What is an emergency fund?

Simply put, it is a store of money, typically cash or a cash equivalent like an investment in US Treasury securities, that can be used in case of an emergency and only in an emergency. As financial advisors in northeast Ohio, where not only do we get lots of lake-effect snow in the winter, we see torrents of lake-effect rain in the spring and summer.

Many areas of Cleveland receive so much rain that many rivers and tributaries overflow with runoff. This can cause sewers and drains in people’s basements to backup. Insurance policies don’t typically cover sewer and drain backups unless there is a specific endorsement to do so. Imagine you have a backup and you don’t have this coverage.

I’ve seen where people’s basements will fill nearly 2 feet full of backed up sewer water causing tens of thousands of dollars in damage to carpet, drywall, furniture, appliances, and mementos. If you had to pay for something like this, an emergency fund would be unbelievably helpful.

How much should be in an emergency fund?

I hate to use this term because everyone’s situation is different, but the rule-of-thumb is somewhere between three- and six-months of basic living expenses. If you are single and have no dependents, then 3-months may suffice. If you are married, with children, and the only one working, then you should probably aim for the six-month mark, or even more depending on how many mouths you must feed. Other things can come into play when making the decision too.

You should consider the work you do. If you must dip into your e-fund because of a job loss, how quickly will you be able to find another job?

How can you save an emergency fund?

My instinct is to keep cash in a savings account. They are safe and well protected by the bank’s federal deposit insurance. The only downfall to this is that banks don’t pay well for use of your money. We are living in a time of very low-interest rates and keeping money in a savings account, or even a money market account, for a long period of time can end up hurting your savings due to inflation.

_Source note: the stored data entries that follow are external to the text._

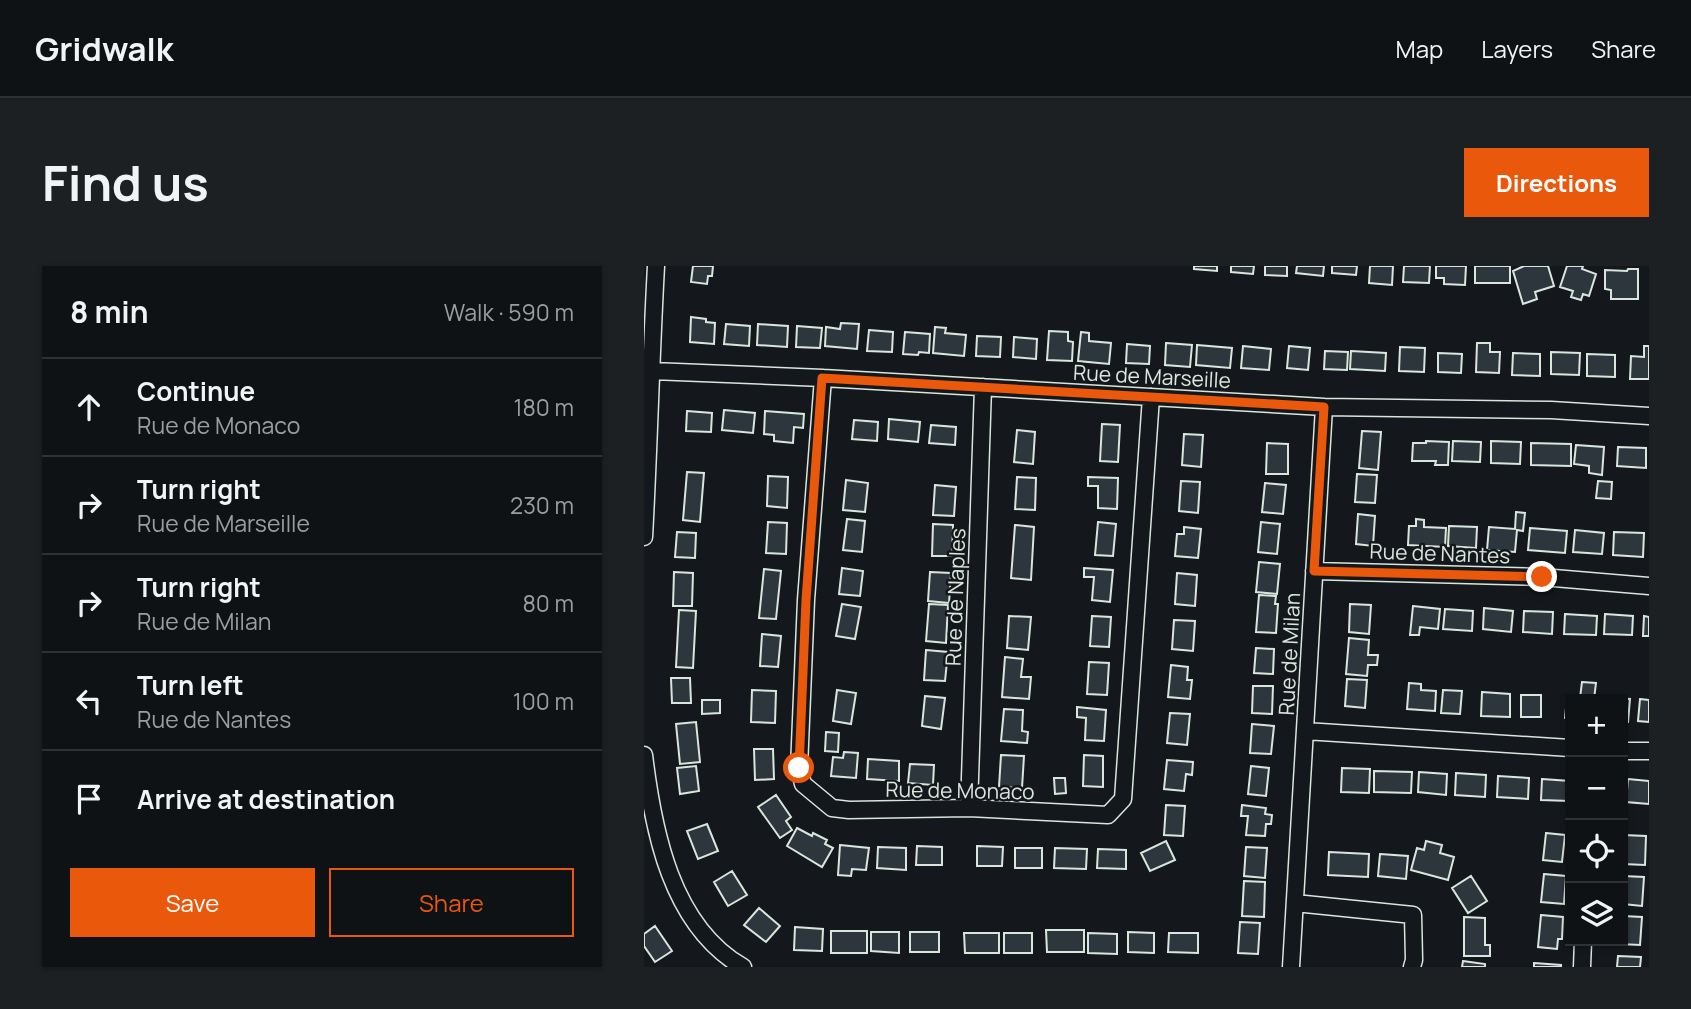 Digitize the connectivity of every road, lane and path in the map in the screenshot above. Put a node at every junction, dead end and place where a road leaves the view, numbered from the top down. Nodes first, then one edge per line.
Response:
1 (656, 266) edge
2 (652, 372) junction
3 (822, 378) junction
4 (983, 387) junction
5 (1151, 397) junction
6 (1324, 407) junction
7 (1649, 416) edge
8 (644, 537) edge
9 (1314, 571) junction
10 (1649, 586) edge
11 (1305, 731) junction
12 (1565, 748) edge
13 (1628, 751) edge
14 (1649, 751) edge
15 (644, 755) edge
16 (969, 808) junction
17 (1295, 903) junction
18 (1584, 946) edge
19 (743, 967) edge
20 (1291, 967) edge
21 (1412, 967) edge
22 (1582, 967) edge

1 - 2 street
2 - 3 street, Rue de Marseille
2 - 8 street
3 - 4 street, Rue de Marseille
3 - 16 street, Rue de Monaco
4 - 5 street, Rue de Marseille
4 - 16 street, Rue de Naples
5 - 6 street, Rue de Marseille
5 - 16 street, Rue de Monaco
6 - 7 street, Rue de Marseille
6 - 9 street, Rue de Milan
9 - 10 street, Rue de Nantes
9 - 11 street, Rue de Milan
11 - 12 street
11 - 17 street, Rue de Milan
13 - 14 street
15 - 19 street
17 - 20 street, Rue de Milan
17 - 21 street
18 - 22 street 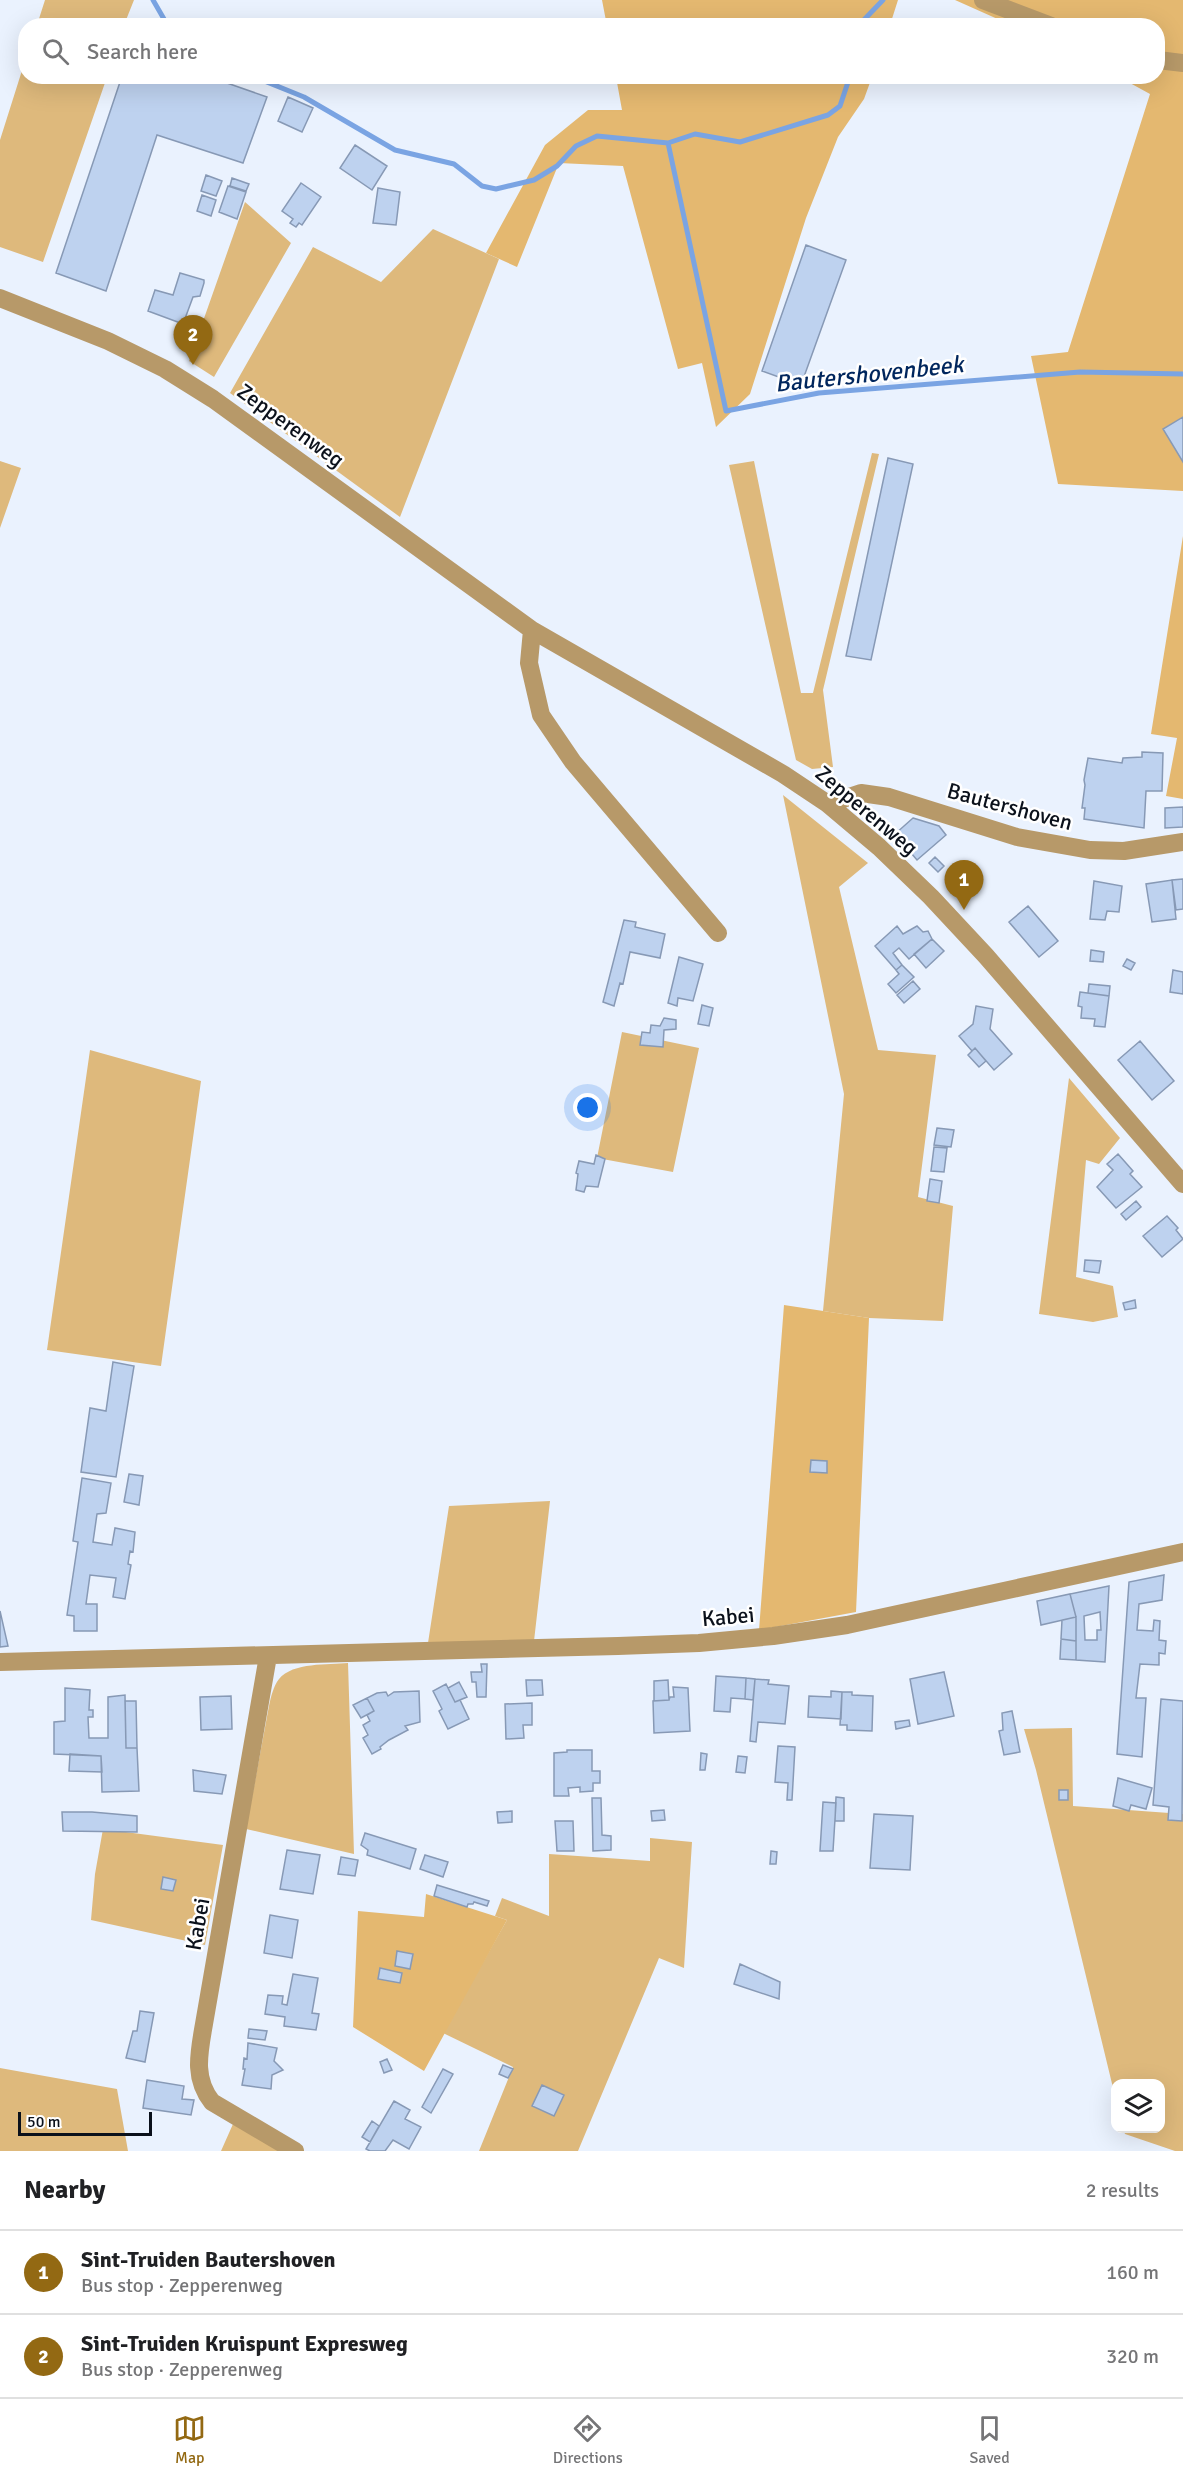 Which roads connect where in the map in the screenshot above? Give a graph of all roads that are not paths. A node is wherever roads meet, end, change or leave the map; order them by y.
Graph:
1 (983, 0) edge
2 (1030, 18) edge
3 (1165, 61) edge
4 (1183, 63) edge
5 (0, 298) edge
6 (532, 630) junction
7 (828, 804) junction
8 (1183, 842) edge
9 (718, 933) dead end
10 (1183, 1184) edge
11 (1183, 1552) edge
12 (268, 1656) junction
13 (0, 1662) edge
14 (296, 2151) edge

1 - 2 street
3 - 4 street
5 - 6 street, Zepperenweg
6 - 7 street, Zepperenweg
6 - 9 street
7 - 8 street, Bautershoven
7 - 10 street, Zepperenweg
11 - 12 street, Kabei
12 - 13 street, Kabei
12 - 14 street, Kabei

The inflation rate has been fairly steady over the past few decades at around 2-3%, give or take a bit. Savings accounts have earned interest over the past several decades at around 0.5-1%, give or take a bit. This means that you are losing money by saving this way.

If you want a risk-free (in name only) way of storing your money, then a bank account may be the way to go, but by taking on a bit more risk, you could edge up your interest rate to at least keep up with inflation. For e-funds, things like Treasury securities are a low-risk possibility.

I would like to recommend TIPS. These are treasury securities that keep pace with inflation. TIPS stands for Treasury Inflation-Protected Securities. These securities are designed to keep up with inflation so that investors/savers don’t lose the purchasing power of their money.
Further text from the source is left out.